SALE OF FOOD & DRUGS ACTS.
Under the Bye-laws of the Borough Council, each Sanitary
Inspector acts, in his own sanitary district, as an Inspector under
the above Act. During the year 1902 the Inspectors collected
556 samples, of which 81 (or 14.6 per cent.) were adulterated.
There were 35 prosecutions under the Act, the aggregate amount
of fines aud costs inflicted being £113 19s. 6d.
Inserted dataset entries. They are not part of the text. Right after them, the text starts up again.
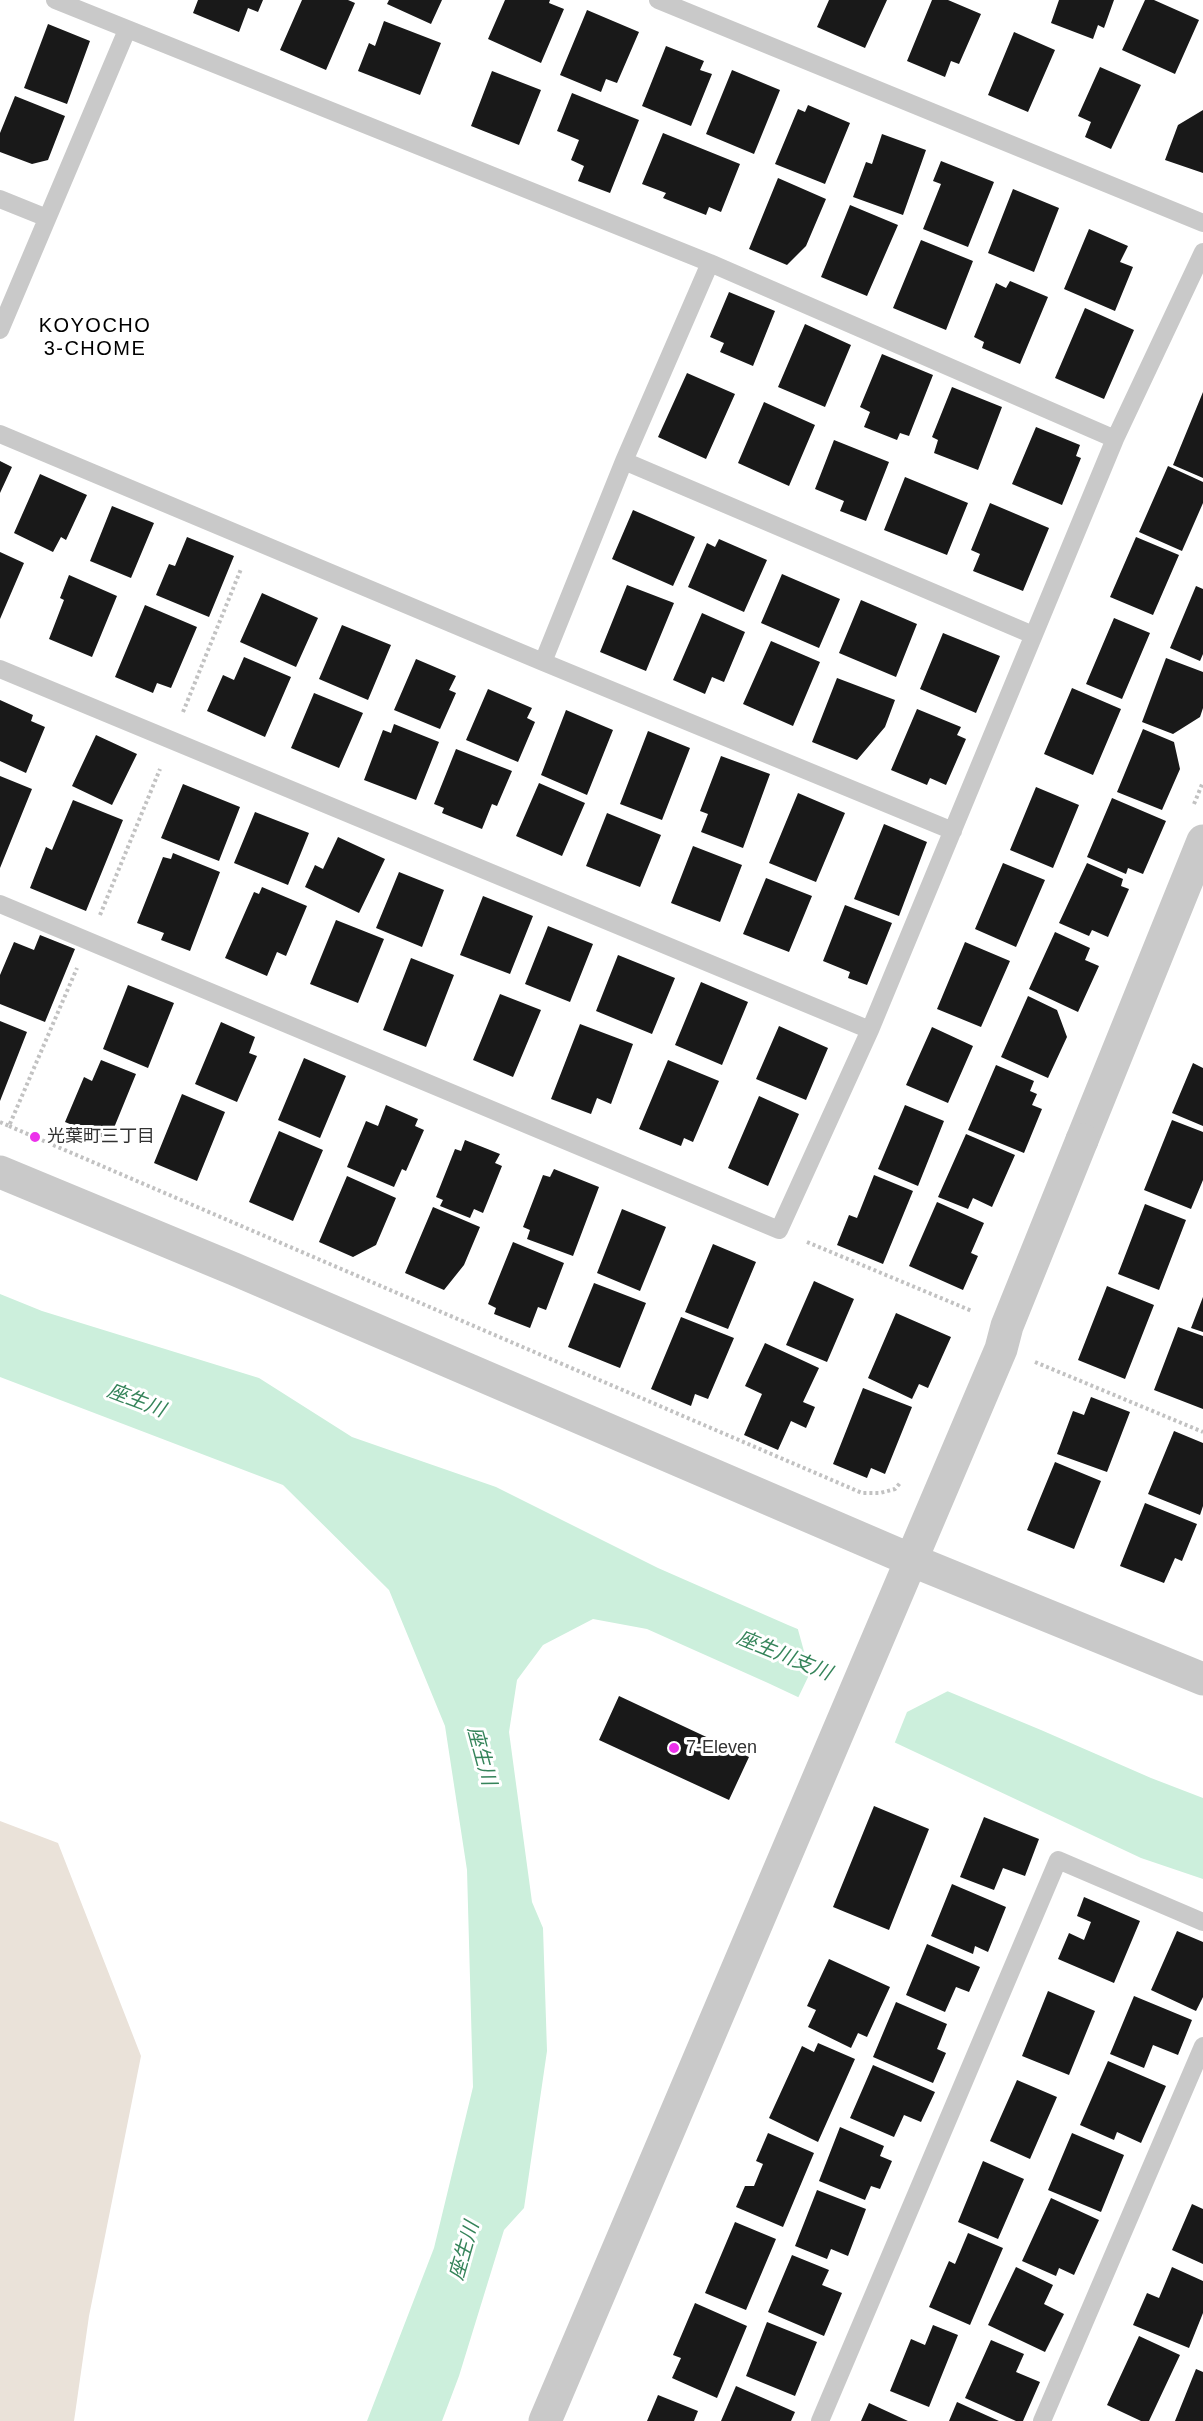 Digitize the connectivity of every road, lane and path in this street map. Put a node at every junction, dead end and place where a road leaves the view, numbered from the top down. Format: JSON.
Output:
{"nodes":[{"id":1,"x":56,"y":0,"type":"edge"},
{"id":2,"x":658,"y":0,"type":"edge"},
{"id":3,"x":127,"y":30,"type":"junction"},
{"id":4,"x":0,"y":199,"type":"edge"},
{"id":5,"x":47,"y":218,"type":"junction"},
{"id":6,"x":1203,"y":223,"type":"edge"},
{"id":7,"x":1203,"y":252,"type":"edge"},
{"id":8,"x":710,"y":263,"type":"junction"},
{"id":9,"x":0,"y":330,"type":"edge"},
{"id":10,"x":0,"y":434,"type":"edge"},
{"id":11,"x":1114,"y":439,"type":"junction"},
{"id":12,"x":624,"y":461,"type":"junction"},
{"id":13,"x":253,"y":541,"type":"junction"},
{"id":14,"x":1033,"y":635,"type":"junction"},
{"id":15,"x":543,"y":662,"type":"junction"},
{"id":16,"x":0,"y":669,"type":"edge"},
{"id":17,"x":171,"y":740,"type":"junction"},
{"id":18,"x":953,"y":831,"type":"junction"},
{"id":19,"x":1203,"y":841,"type":"edge"},
{"id":20,"x":0,"y":904,"type":"edge"},
{"id":21,"x":89,"y":941,"type":"junction"},
{"id":22,"x":870,"y":1030,"type":"junction"},
{"id":23,"x":0,"y":1122,"type":"edge"},
{"id":24,"x":0,"y":1172,"type":"edge"},
{"id":25,"x":779,"y":1230,"type":"junction"},
{"id":26,"x":1004,"y":1337,"type":"junction"},
{"id":27,"x":1203,"y":1432,"type":"edge"},
{"id":28,"x":911,"y":1560,"type":"junction"},
{"id":29,"x":1203,"y":1679,"type":"edge"},
{"id":30,"x":1203,"y":1922,"type":"edge"},
{"id":31,"x":1203,"y":2046,"type":"edge"},
{"id":32,"x":545,"y":2421,"type":"edge"},
{"id":33,"x":820,"y":2421,"type":"edge"},
{"id":34,"x":1042,"y":2421,"type":"edge"}],
"edges":[{"from":1,"to":3,"type":"lane"},
{"from":2,"to":6,"type":"lane"},
{"from":3,"to":5,"type":"lane"},
{"from":3,"to":8,"type":"lane"},
{"from":4,"to":5,"type":"lane"},
{"from":5,"to":9,"type":"lane"},
{"from":7,"to":11,"type":"lane"},
{"from":8,"to":11,"type":"lane"},
{"from":8,"to":12,"type":"lane"},
{"from":10,"to":13,"type":"lane"},
{"from":11,"to":14,"type":"lane"},
{"from":12,"to":14,"type":"lane"},
{"from":12,"to":15,"type":"lane"},
{"from":13,"to":15,"type":"lane"},
{"from":13,"to":17,"type":"path"},
{"from":14,"to":18,"type":"lane"},
{"from":15,"to":18,"type":"lane"},
{"from":16,"to":17,"type":"lane"},
{"from":17,"to":21,"type":"path"},
{"from":17,"to":22,"type":"lane"},
{"from":18,"to":22,"type":"lane"},
{"from":19,"to":26,"type":"street"},
{"from":20,"to":21,"type":"lane"},
{"from":21,"to":23,"type":"path"},
{"from":21,"to":25,"type":"lane"},
{"from":22,"to":25,"type":"lane"},
{"from":24,"to":28,"type":"street"},
{"from":25,"to":26,"type":"path"},
{"from":26,"to":27,"type":"path"},
{"from":26,"to":28,"type":"street"},
{"from":28,"to":29,"type":"street"},
{"from":28,"to":32,"type":"street"},
{"from":30,"to":33,"type":"lane"},
{"from":31,"to":34,"type":"lane"}]}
In 1901, 17 per
cent, of the samples were found to be adulterated, and there were
51 prosecutions.*
0 It may be interesting to note that, according to the report of the Local
Government Board, the percentage of adulterated samples of milk in the whole
of London during the year 1901 was 15.2.
The report also contains an extract from a memorial recently addressed to the
Board by one of the Dairy Trade Protection Societies, in which it was stated
that the quantity of milk received in the London area from outside is approxi—
mately 144,000 imperial gallons per day. "If this is correct," it is added, "and
if we assume that the samples taken for analysis in the Metropolis in 1901
correctly represent the quality of this outside milk supply, it seems that
Londoners pay, at 4d. per quart, at least £30,000 per annum for water which has
been added to the milk supplied to them."